The global extent of forest fragmentation

Comparison of our results and those of previous tropical studies is complicated by differences in land-use history, specifically the time since edge creation. Forests in our study region and, more broadly, the temperate forest biome have undergone centuries of deforestation, forest transitions, and fragmentation. Some forest edges included in our study have existed for decades. However, research on newly created edges in this region has shown large growth increases in remaining trees, without associated increases in mortality, immediately following edge creation31. Given that abrupt formation of edges can expose the previously intact forest to secondary disturbances, individual tree characteristics, including height, drought tolerance, and rooting depth, may determine whether the cascading perturbations induce mortality. Shorter, more wind-firm trees, prevalent in temperate forests, may not experience altered biogeochemical conditions only as negative perturbations and, instead, are more likely to be advantaged by increased resource availability. In contrast, the taller trees found in temperate forests of the Pacific Northwestern US, in which fragmentation patterns are characterized by deforestation and clear-cut timber harvests, might exhibit a similar initial mortality response to tropical forests29. However, forestry research from the same US Pacific Northwest region also finds large increases in BAI in surviving conifers adjacent to silvicultural treatments32, analogous to the edge enhancements in BAI that we report. Furthermore, a recent study on European temperate forests similarly found that temperate forest edges exhibit a 95% increase in aboveground carbon stock within 5 m of an edge33. Together, these results suggest that the pattern of elevated growth along forest edges holds true across large portions of the temperate forest biome.

The implications of these findings on global estimates of tree growth and carbon storage are proportional to the amount of fragmentation within temperate and tropical forest biomes. We quantified forest fragmentation throughout both types of forests using a 30-meter resolution, global, forest-cover map29,34 (Fig. 4). Temperate forests have >50% more forest area within 30 m of a forest edge than tropical forests (217 million ha compared to 143 million ha, respectively) (Fig. 4b). Europe has the highest percent of edge temperate forests (21.5%), while North America has the highest percent of edge tropical forests (29.1%) (Fig. 4a). Fragmented forests are often perceived as degraded remnants. However, the prevalence of temperate forest edges and their distinctive ecosystem functions, demonstrated here, argue for a reassessment of forest edges and fragments. These are the forests that people interact with most, they are distinct from interior forests in ways that need to be better understood, and, in some functions, are of disproportional value. The large increases in growth near forest edges that we observe here have major implications for understanding how these ecosystems will respond to ongoing fragmentation and climate change.

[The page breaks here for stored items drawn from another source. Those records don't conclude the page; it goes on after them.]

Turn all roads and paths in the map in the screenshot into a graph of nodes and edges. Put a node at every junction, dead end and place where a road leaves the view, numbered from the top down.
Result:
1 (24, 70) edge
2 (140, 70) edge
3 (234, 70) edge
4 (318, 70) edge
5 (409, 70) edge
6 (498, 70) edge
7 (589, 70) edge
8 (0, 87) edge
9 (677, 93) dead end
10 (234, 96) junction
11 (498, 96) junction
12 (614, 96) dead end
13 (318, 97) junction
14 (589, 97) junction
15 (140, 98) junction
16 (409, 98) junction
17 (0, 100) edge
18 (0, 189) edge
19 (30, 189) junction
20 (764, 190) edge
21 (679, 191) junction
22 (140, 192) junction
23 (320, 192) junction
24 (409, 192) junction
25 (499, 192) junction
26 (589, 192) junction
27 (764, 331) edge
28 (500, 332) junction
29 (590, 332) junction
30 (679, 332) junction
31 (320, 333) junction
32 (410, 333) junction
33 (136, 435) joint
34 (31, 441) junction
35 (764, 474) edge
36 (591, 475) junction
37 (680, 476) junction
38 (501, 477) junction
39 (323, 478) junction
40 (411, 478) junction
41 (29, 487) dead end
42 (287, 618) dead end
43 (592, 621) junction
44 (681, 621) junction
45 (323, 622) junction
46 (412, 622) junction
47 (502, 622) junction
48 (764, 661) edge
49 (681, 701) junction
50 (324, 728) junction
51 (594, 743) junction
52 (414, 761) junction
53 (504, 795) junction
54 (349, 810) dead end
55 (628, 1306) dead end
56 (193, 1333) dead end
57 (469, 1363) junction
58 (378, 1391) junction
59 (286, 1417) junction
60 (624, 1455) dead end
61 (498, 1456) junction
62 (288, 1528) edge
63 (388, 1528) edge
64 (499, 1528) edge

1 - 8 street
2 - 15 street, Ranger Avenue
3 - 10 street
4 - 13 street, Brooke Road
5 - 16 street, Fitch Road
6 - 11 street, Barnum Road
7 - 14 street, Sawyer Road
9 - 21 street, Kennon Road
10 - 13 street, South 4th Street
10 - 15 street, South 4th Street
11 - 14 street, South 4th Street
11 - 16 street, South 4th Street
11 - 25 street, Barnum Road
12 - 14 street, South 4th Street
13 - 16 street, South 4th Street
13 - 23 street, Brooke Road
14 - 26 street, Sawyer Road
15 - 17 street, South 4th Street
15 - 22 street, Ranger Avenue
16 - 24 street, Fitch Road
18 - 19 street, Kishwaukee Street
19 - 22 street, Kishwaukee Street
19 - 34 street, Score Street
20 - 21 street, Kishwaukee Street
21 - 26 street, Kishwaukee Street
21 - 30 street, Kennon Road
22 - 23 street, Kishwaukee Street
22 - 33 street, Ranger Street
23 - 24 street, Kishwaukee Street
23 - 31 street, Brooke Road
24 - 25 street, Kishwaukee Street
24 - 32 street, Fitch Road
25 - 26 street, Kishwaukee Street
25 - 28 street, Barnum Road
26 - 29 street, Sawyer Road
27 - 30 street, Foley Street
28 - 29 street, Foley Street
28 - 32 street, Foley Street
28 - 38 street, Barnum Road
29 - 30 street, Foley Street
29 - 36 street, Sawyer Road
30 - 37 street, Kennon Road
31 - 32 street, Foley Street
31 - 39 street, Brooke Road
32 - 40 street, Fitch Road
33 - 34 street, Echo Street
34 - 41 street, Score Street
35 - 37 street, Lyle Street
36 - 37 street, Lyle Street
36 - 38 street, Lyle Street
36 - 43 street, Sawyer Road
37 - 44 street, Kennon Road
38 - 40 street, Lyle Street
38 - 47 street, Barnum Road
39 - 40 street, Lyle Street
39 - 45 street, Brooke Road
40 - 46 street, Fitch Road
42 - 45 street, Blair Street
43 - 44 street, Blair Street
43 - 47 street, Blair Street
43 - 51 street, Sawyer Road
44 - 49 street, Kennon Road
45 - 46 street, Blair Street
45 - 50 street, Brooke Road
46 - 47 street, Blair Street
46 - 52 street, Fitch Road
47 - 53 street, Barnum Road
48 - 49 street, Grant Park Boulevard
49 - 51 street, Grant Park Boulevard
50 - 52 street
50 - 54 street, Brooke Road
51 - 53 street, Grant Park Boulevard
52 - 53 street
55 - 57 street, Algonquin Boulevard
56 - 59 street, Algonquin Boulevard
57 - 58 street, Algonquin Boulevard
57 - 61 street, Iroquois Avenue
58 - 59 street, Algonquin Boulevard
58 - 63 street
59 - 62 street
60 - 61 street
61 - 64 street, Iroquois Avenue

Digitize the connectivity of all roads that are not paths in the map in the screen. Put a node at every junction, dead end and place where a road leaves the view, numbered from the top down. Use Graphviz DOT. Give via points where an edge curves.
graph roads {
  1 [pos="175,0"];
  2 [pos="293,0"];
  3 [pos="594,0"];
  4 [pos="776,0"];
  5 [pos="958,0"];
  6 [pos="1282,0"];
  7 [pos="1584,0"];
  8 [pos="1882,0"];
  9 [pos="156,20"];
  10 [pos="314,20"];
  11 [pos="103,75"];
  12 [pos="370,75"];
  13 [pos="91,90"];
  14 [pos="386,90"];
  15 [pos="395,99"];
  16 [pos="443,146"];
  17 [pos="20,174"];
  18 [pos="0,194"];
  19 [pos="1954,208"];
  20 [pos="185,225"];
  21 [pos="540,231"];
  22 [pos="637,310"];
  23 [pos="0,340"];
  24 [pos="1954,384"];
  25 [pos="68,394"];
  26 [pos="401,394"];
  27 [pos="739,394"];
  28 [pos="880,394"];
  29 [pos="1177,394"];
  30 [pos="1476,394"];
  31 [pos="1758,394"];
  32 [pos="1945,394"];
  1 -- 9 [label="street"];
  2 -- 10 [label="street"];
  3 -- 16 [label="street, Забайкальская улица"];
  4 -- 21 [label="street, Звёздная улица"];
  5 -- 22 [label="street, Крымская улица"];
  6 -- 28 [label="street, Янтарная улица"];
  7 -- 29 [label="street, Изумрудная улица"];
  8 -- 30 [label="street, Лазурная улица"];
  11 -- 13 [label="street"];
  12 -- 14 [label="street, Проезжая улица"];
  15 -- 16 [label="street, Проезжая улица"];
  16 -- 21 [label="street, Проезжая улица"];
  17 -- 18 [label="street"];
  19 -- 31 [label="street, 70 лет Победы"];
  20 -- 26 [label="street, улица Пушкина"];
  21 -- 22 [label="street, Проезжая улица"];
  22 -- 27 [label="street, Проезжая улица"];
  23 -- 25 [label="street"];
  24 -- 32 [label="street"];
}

Fig. 4: Temperate forests are nearly 1.5 times more fragmented than tropical forests.
figure 4

a The percent of temperate and tropical forest area within 30 m of an anthropogenic edge within each global ecoregion. b The area (in millions of hectares) of edge and interior forest, grouped by biome and continent.

Emphatically, this research does not argue for proactive forest fragmentation as a prescription to increase carbon sequestration. The increased carbon storage along the edges of fragmented remnants does not come close to offsetting the loss of terrestrial carbon stocks and future sequestration capacity associated with forest loss15. Furthermore, there is evidence that the temperate edge responses are hindered by extreme heat, suggesting that rising global temperatures may exacerbate heat stress at temperate forest edges15 and cause them to respond more similarly to tropical forest edges. Instead, this is a call to acknowledge the complexity of interactions between global change drivers across diverse ecosystems. Centuries of fragmentation have created a permanent shift in the microenvironment of a large and growing proportion of the global temperate forest area. With rising populations, expanding urban and agricultural areas, and ongoing deforestation, the critical need to understand fragmented forests as distinct ecosystems only grows. Any attempt to predict future forests must account for ongoing changes in the prevalence of forest edges and the potential contributions of fragments to terrestrial carbon storage.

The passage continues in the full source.